Dalam perkaranya, KPK mendapatkan informasi adanya permintaan fee 10% dari Sri melalui Benhur sebagai orang kepercayaan bupati kepada kontraktor untuk mendapatkan proyek pekerjaan di Kabupaten Talaud.
Benhur bertugas mencari kontraktor yang dapat mengerjakan proyek dan bersedia memberikan fee 10%. Kemudian dia menawarkan kepada Bernard proyek di Kabupaten Talaud, dan meminta fee 10%. Sebagai bagian dari fee 10% tersebut, Benhur meminta Bernard memberikan barang-barang mewah kepada Bupati Talaud Sri Wahyumi.
Pada pertengahan April, untuk pertama kalinya Benhur mengajak Bernard untuk diperkenalkan ke Bupati Talaud. Beberapa hari kemudian berdasarkan perintah bupati melalui Benhur, Bernard diminta ikut ke Jakarta untuk mengikuti beberapa kegiatan bupati di Jakarta.
Terkait fee yang diharuskan oleh Bupati Talaud, Benhur meminta Bernard memberi barang-barang mewah mewah sebagai bagian dari imbalan sebesar 10%.
Barang dan uang yang diberikan diduga terkait dengan dua proyek revitalisasi pasar di Kabupaten Kepulauan Talaud, yaitu Pasar Lirung dan Pasar Beo. Diduga terdapat proyek-proyek Iain yang dibicarakan oleh Benhur yang merupakan orang kepercayaan Bupati. Adapun, kode fee dalam perkara ini yang digunakan adalah "DP Teknis".

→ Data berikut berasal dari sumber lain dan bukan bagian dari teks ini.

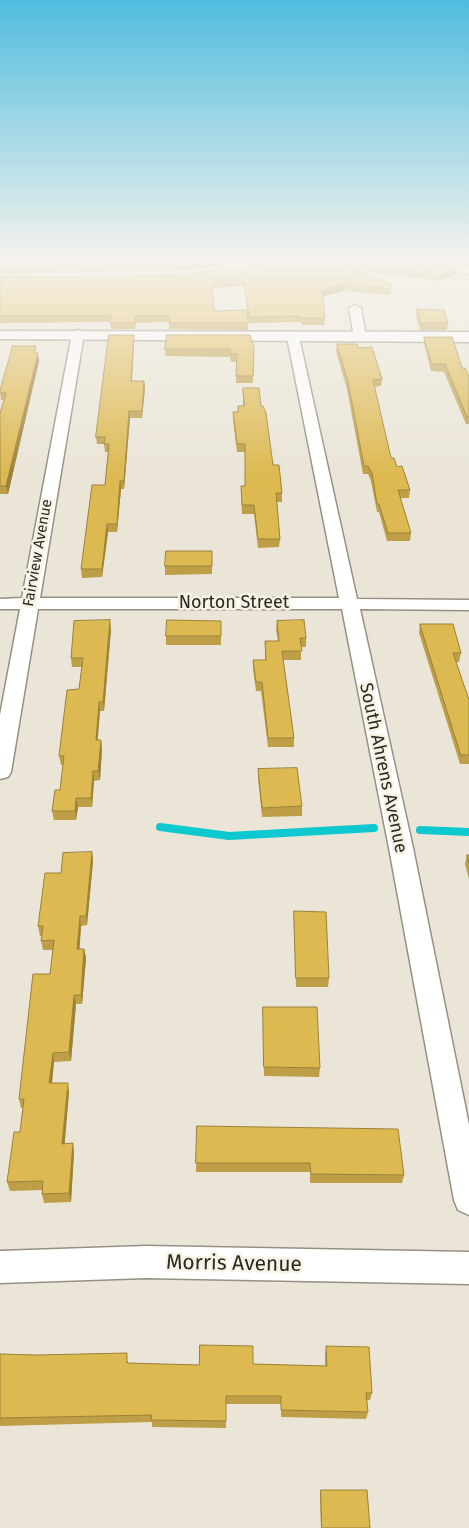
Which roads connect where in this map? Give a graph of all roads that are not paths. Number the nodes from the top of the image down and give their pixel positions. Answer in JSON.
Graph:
{"nodes":[{"id":1,"x":359,"y":331,"type":"edge"},
{"id":2,"x":78,"y":334,"type":"junction"},
{"id":3,"x":0,"y":335,"type":"edge"},
{"id":4,"x":293,"y":337,"type":"junction"},
{"id":5,"x":360,"y":337,"type":"junction"},
{"id":6,"x":469,"y":337,"type":"edge"},
{"id":7,"x":0,"y":604,"type":"edge"},
{"id":8,"x":29,"y":604,"type":"junction"},
{"id":9,"x":349,"y":604,"type":"junction"},
{"id":10,"x":469,"y":604,"type":"edge"},
{"id":11,"x":0,"y":772,"type":"edge"},
{"id":12,"x":469,"y":1200,"type":"edge"},
{"id":13,"x":0,"y":1267,"type":"edge"},
{"id":14,"x":469,"y":1268,"type":"edge"}],
"edges":[{"from":1,"to":5,"type":"street"},
{"from":2,"to":3,"type":"street"},
{"from":2,"to":4,"type":"street"},
{"from":2,"to":8,"type":"street","name":"Fairview Avenue"},
{"from":4,"to":5,"type":"street"},
{"from":4,"to":9,"type":"street","name":"South Ahrens Avenue"},
{"from":5,"to":6,"type":"street"},
{"from":7,"to":8,"type":"street","name":"Norton Street"},
{"from":8,"to":9,"type":"street","name":"Norton Street"},
{"from":8,"to":11,"type":"street","name":"Fairview Avenue"},
{"from":9,"to":10,"type":"street","name":"Norton Street"},
{"from":9,"to":12,"type":"street","name":"South Ahrens Avenue"},
{"from":13,"to":14,"type":"street","name":"Morris Avenue"}]}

Karena perbuatannya, KPK menetapkan ketiga tersangka itu pada 30 April 2019. KPK menduga sebagai penerima adalah Sri Wahyumi Maria Manalip (SWM) dan Benhur Lalenoh (BNL), seorang tim sukses dari bupati. Sedangkan diduga sebagai pemberi, yakni Bernard Hanafi Kalalo (BHK), seorang pengusaha.